Lithuania declared independence in February 1918 and Sweden recognized Lithuania de facto on 12 January 1919. On the same day, Aukštuolis was appointed as the first Lithuanian representative to Sweden. In July 1919, he was also appointed as the representative to Norway. At the time, the primary task of Lithuanian diplomats was to obtain de jure recognition of Lithuania's independence and support for Lithuania's membership in the League of Nations. In February 1922, due to financial difficulties, the legation in Sweden was closed and Aukštuolis was recalled to Kaunas where we worked as the director of the Law and Administration Department of the Ministry of Foreign Affairs.
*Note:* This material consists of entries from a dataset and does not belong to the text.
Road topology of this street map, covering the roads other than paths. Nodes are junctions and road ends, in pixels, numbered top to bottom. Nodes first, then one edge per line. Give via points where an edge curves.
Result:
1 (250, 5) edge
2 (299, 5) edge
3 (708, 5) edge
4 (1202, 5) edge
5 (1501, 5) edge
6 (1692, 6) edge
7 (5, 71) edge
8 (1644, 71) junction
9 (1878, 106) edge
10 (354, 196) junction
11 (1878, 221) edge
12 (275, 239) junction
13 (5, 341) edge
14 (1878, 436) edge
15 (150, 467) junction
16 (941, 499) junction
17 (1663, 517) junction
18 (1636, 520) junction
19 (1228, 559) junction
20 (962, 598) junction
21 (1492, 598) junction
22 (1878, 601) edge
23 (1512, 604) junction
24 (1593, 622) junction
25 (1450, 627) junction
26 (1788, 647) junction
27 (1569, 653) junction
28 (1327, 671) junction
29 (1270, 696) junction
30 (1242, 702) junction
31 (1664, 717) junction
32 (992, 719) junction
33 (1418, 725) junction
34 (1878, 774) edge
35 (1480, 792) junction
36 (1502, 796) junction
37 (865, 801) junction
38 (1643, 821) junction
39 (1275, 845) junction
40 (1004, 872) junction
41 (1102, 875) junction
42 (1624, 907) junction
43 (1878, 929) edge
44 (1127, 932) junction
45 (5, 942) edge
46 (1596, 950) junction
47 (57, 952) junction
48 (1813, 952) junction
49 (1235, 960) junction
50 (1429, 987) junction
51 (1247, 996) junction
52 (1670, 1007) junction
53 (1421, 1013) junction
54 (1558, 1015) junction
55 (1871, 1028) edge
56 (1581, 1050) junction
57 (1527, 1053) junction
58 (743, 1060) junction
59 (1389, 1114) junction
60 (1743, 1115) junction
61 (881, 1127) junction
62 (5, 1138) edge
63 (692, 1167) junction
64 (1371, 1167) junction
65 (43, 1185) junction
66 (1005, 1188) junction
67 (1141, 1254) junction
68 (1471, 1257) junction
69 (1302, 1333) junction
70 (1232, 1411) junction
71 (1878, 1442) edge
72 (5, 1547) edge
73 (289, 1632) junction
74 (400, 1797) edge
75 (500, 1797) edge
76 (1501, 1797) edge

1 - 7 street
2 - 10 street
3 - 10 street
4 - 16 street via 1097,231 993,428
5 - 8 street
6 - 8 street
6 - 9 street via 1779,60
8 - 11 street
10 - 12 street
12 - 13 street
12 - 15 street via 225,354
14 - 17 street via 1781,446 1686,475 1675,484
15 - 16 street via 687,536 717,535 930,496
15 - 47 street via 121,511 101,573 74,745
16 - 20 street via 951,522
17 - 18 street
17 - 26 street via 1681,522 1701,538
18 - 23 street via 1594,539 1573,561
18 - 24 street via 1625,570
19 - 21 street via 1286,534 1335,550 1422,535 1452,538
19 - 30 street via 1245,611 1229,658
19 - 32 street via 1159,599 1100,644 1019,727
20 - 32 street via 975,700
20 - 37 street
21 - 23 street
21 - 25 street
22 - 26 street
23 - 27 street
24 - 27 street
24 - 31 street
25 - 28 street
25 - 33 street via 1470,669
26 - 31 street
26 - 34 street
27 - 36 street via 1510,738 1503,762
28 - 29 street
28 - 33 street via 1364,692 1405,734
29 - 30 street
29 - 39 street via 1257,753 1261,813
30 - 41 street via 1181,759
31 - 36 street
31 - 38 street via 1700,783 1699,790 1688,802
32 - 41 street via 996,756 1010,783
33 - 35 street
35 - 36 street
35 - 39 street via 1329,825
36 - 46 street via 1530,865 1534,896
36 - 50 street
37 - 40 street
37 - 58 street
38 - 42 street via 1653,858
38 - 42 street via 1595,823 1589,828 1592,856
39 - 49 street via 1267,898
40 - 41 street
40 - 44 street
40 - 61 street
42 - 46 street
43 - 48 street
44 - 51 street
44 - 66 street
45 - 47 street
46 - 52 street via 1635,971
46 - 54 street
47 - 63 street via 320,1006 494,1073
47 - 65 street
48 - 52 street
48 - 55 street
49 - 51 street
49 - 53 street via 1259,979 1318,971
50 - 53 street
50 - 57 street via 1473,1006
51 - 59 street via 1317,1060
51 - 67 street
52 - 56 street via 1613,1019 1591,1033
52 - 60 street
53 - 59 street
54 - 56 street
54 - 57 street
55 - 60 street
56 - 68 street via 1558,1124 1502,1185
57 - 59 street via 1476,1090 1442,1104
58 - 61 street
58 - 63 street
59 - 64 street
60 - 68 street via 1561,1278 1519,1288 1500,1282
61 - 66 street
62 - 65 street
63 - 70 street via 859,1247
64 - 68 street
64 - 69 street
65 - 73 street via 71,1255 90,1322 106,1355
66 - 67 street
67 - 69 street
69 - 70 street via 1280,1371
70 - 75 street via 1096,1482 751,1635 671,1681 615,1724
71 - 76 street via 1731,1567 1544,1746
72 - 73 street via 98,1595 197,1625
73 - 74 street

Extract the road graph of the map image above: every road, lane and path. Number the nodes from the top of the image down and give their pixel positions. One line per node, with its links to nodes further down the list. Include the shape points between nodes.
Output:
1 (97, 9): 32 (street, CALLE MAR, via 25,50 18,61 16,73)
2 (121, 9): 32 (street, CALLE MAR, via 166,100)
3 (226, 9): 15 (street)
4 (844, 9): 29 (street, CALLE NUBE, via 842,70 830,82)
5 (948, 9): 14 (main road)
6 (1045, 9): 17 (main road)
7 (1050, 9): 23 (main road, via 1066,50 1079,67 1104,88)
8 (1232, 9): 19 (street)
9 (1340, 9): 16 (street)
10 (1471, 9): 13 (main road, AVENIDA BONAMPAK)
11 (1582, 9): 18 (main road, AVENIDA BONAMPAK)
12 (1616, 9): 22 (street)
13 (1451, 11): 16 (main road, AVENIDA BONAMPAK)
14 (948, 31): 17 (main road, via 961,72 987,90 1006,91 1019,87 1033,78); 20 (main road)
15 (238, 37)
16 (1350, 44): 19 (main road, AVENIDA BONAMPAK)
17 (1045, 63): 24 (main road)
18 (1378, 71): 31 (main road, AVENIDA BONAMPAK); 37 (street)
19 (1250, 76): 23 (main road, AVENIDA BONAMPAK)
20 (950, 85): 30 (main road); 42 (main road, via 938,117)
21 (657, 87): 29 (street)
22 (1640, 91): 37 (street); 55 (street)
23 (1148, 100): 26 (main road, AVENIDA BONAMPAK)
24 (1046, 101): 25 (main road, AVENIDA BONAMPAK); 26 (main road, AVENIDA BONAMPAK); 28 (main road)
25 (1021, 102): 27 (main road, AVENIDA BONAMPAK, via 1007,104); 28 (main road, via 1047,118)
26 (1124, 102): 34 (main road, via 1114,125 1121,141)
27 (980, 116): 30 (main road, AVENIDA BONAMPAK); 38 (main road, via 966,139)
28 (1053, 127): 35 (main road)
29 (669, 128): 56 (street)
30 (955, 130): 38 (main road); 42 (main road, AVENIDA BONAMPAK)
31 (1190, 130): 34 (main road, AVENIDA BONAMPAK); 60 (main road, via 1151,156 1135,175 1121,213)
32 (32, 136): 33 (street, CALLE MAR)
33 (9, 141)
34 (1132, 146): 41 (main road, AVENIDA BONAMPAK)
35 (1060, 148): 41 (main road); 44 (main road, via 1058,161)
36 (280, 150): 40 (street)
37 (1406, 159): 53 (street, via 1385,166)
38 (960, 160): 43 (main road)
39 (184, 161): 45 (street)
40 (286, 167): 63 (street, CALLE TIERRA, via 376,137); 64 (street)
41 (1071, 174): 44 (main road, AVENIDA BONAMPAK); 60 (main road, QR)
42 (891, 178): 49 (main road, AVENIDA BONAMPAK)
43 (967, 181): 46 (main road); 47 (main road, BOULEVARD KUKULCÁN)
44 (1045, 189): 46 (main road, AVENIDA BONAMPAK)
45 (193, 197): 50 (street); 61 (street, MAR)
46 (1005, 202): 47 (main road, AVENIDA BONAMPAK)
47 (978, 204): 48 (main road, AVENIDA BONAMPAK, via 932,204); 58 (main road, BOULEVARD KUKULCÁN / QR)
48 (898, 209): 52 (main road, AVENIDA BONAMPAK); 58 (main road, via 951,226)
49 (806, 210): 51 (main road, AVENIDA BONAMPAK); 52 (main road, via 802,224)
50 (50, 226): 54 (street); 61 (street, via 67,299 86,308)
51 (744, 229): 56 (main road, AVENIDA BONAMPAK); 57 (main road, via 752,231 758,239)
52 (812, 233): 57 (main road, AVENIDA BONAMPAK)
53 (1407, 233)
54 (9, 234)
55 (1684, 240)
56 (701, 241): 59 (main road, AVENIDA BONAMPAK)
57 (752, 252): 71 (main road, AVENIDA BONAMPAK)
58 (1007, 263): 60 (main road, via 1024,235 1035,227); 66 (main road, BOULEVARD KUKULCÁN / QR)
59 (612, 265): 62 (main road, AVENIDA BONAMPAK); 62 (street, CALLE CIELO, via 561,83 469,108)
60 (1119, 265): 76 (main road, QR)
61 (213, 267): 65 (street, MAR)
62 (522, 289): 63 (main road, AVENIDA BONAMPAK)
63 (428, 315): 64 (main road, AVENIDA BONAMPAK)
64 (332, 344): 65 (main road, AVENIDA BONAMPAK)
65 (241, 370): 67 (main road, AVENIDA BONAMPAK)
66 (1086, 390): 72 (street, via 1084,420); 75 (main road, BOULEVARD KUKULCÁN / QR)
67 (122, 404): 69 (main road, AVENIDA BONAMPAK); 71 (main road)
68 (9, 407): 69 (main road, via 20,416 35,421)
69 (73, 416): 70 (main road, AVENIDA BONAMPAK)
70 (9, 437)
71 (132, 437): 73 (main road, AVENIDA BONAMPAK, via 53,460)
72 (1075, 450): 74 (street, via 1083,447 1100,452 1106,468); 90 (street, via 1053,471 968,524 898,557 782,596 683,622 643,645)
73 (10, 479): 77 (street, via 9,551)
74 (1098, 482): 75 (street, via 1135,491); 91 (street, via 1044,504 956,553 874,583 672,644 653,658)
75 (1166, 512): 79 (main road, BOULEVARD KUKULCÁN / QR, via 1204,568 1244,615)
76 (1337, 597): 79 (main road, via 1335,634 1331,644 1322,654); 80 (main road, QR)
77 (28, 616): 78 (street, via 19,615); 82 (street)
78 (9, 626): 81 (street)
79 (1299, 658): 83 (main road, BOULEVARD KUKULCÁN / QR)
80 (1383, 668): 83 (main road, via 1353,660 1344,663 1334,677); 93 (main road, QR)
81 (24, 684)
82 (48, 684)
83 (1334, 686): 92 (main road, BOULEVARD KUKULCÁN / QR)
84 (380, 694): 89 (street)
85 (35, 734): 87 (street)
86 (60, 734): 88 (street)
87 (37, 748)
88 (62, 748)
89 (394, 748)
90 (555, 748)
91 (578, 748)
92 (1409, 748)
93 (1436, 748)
After a year, in February 1923, he was sent to Riga as the Lithuanian representative to Latvia and Estonia. There he met and married a daughter of a wealthy Latvian factory owner; they had no children. He was appointed as the envoy to Finland in March 1929 but was recalled to Kaunas in February 1930 and appointed as acting director of the Law and Administration Department (officially, he continued to represent Lithuania in Finland). Due to vacancies, it was the second position under minister Dovas Zaunius but Aukštuolis was not well regarded and did not leave a more prominent impact before his appointment to Czechoslovakia in October 1931. In Prague, Aukšuolis negotiated annual agreements for the export of Lithuanian butter, bacon, and eggs. In September 1934, Minister Stasys Lozoraitis appointed him to Argentina and Aukštuolis lived for five years in Buenos Aires. He also covered Brazil and Uruguay. In 1939, he was recalled to Kaunas and appointed as chief of diplomatic protocol.

==Gulag prisoner==
When Lithuania was occupied by the Soviet Union in June 1940, Aukštuolis along other dignitaries greeted Vladimir Dekanozov, deputy of Vyacheslav Molotov, at the Kaunas Airport. He remained in Lithuania though his wife fled to Argentina and he used his diplomatic contacts to help Martynas Yčas escape to Berlin. After the Soviet takeover, Aukštuolis lost his job at the ministry but with a recommendation from Justas Paleckis (they worked together at the Lithuanian legation in Riga) obtained a job teaching Russian language at the Secondary School No. 1 in Panevėžys.

He was one of the 17,500 Lithuanians deported to Siberia during the June deportation in 1941. Together with several other prominent Lithuanians, including former president Aleksandras Stulginskis and minister Stasys Šilingas, Aukštuolis ended up in Kraslag in the Krasnoyarsk Krai. In 1942, he and 16 other Lithuanians were once again arrested and accused of anti-Soviet activities. The NKVD recommended a death sentence, but the final sentence of 25 years in prison was announced only in February 1952 – almost three years after Aukštuolis death from tuberculosis and malnutrition in Dubravlag.